In 2021, President Michel Aoun picked Najib Mikati to become the prime minister. Mikati would once again try to formulate a government in hopes of finally being able to address the economic issues. Mikati was previously the prime minister in 2005 and from 2011-2014. In September, Mikati succeeded in his goal and the government has begun to outline what needs to be done. The first meeting among members of the new government was held on September 13th, with Mikati stating that the government “has specific tasks within four pillars: confronting the coronavirus pandemic, dealing with the complications resulting from the explosion of the Port of Beirut, general reforms, and parliamentary elections.”
As the situation worsens, there are reports of fighting in northern Lebanon between villages as a result of political and religious conflicts. These conflicts arise because Lebanon’s government is confessional, meaning it sees Sunni, Shia and Maronite Christians having power within the government. A Maronite Christian must be appointed as president, a Sunni Muslim is required to be the prime minister, and a Shia Muslim must be given the role of speaker of the National Assembly. This set-up has led to sectarian conflicts between the groups as elections go forth. State security chiefs have been strained to contain the ongoing turmoil in the country. Recently, U.S. President Joe Biden asked the State and Defense departments to allocate up to $47 million in assistance to the Lebanese Army through excess goods, with the potential for further aid.
The current task of the new government is to secure funding from foreign sources to help alleviate some of the problems Lebanon is facing. Prime Minister Mitaki has mentioned that the government has begun talks with the IMF in hopes of obtaining a rescue package. Lebanon has recently had trouble negotiating with the International Monetary Fund because it has been unable to fulfill the IMF’s conditions. Aside from the IMF, Lebanon will look to other Middle Eastern countries for aid and donations of supplies. Lebanon has begun talks with the World Bank to secure financing, and energy ministers from Egypt, Jordan, Syria and Lebanon have approved a plan to help alleviate the electric and gas crisis. Additionally, Hezbollah will most likely continue to import fuel from Iran.

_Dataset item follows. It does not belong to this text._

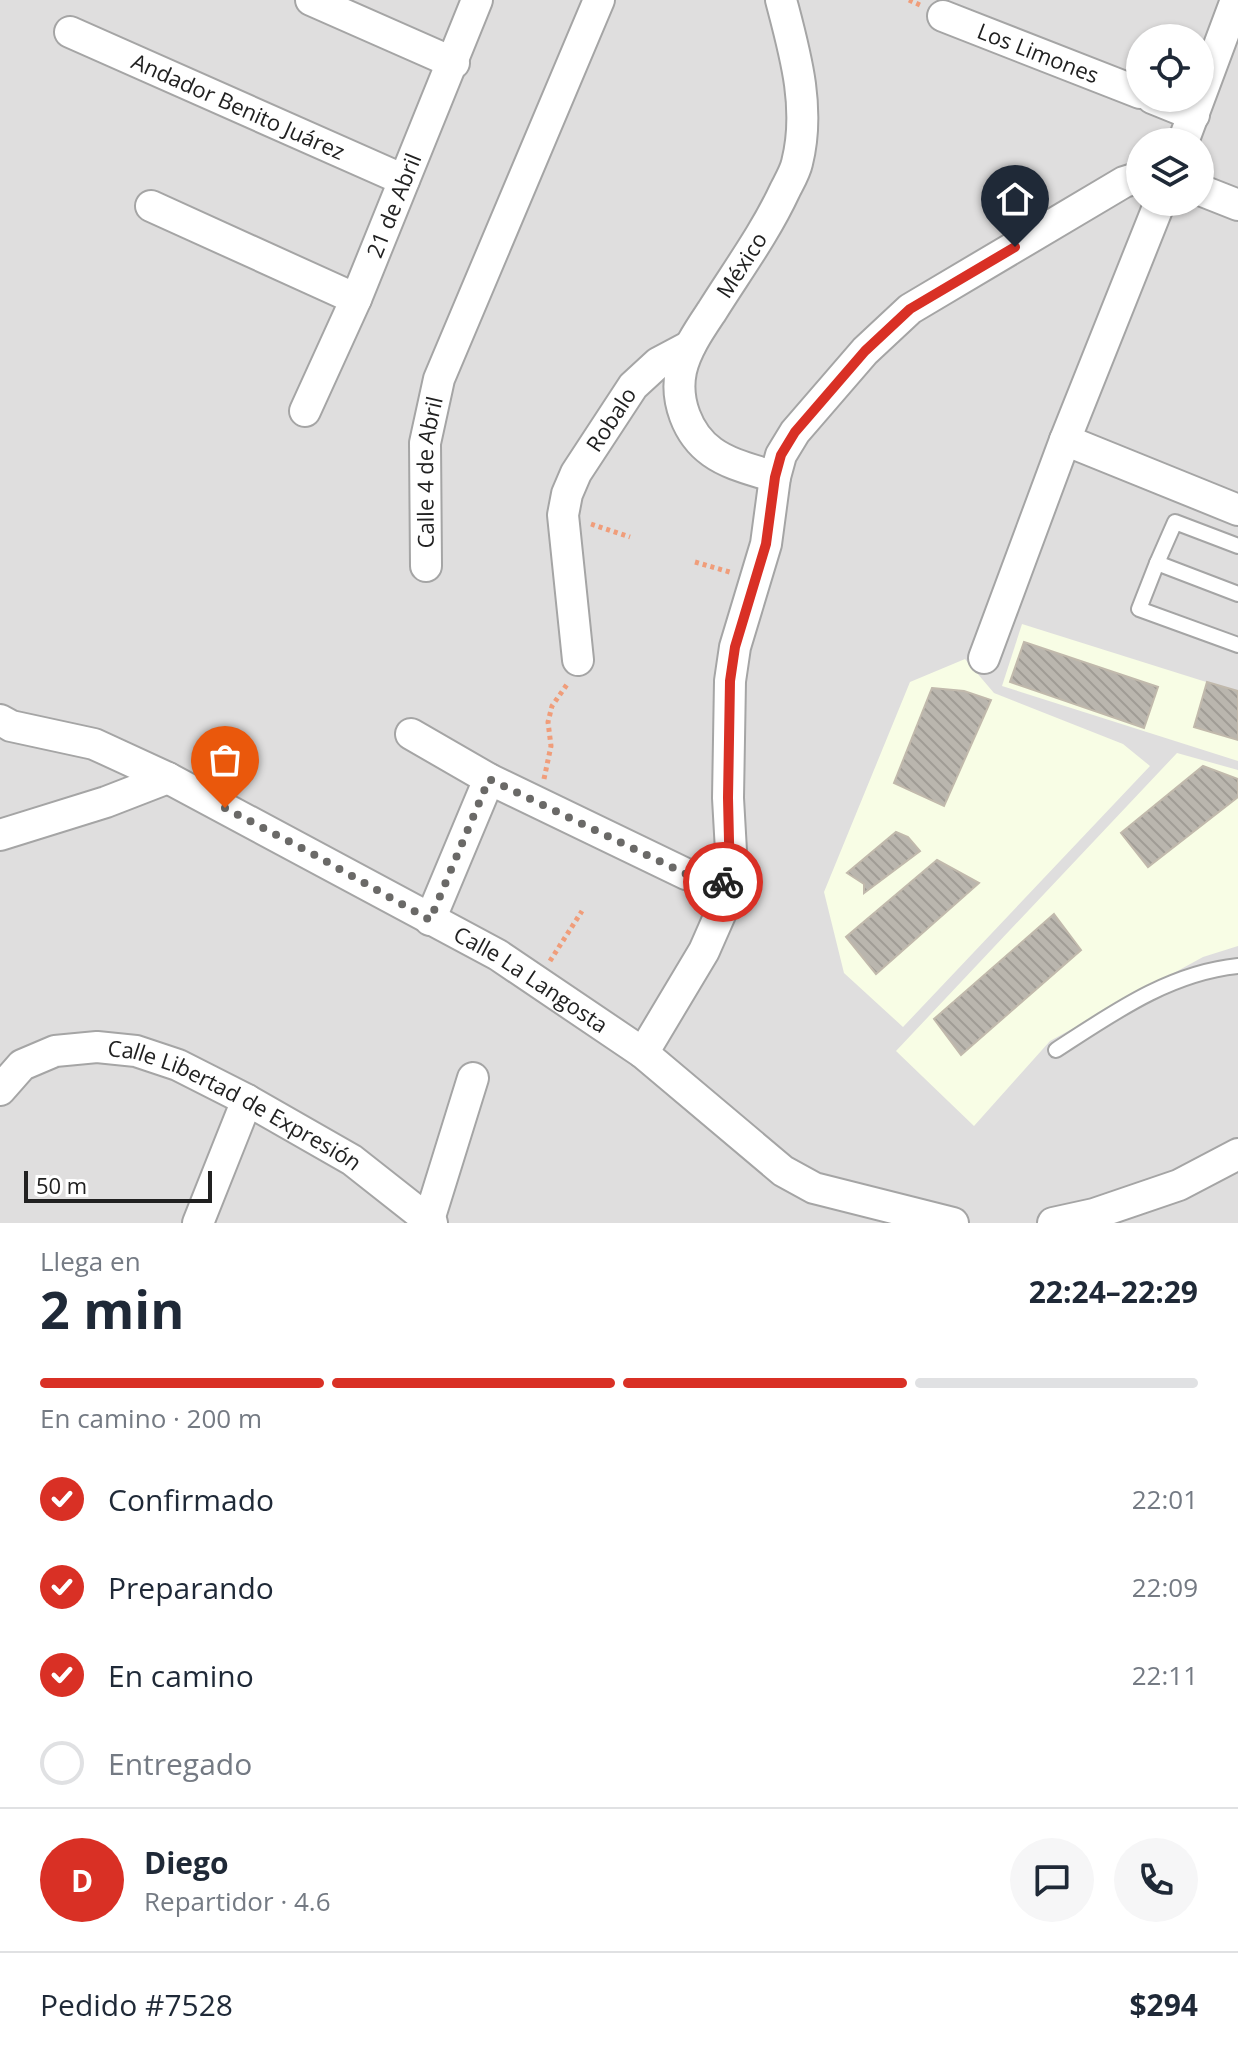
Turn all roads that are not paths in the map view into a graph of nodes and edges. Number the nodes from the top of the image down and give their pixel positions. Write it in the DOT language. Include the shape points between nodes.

The Lebanese economic crisis has been mired in political controversy and the target of international pressure for years, culminating in this disastrous moment. The response to this crisis will prove to be historic for the Lebanese people and will greatly influence the future of the country and the region as a whole. The political implications of assisting the Lebanese will be far lasting, as in future elections the Lebanese people will look to who helped them in their time of need. Whether the government will start to pivot toward more Iranian assistance, appeal more to Western ideals and lean toward them, or look more to its fellow Middle Eastern countries will depend on the conclusion of this dire situation. With internal conflicts once again brewing and external forces vying for influence, Lebanon has now reached a crossroads. Whether Lebanon will rise from the ashes or continue to struggle remains to be seen, as it is now up to Prime Minister Mitaki’s new government to find a way forward.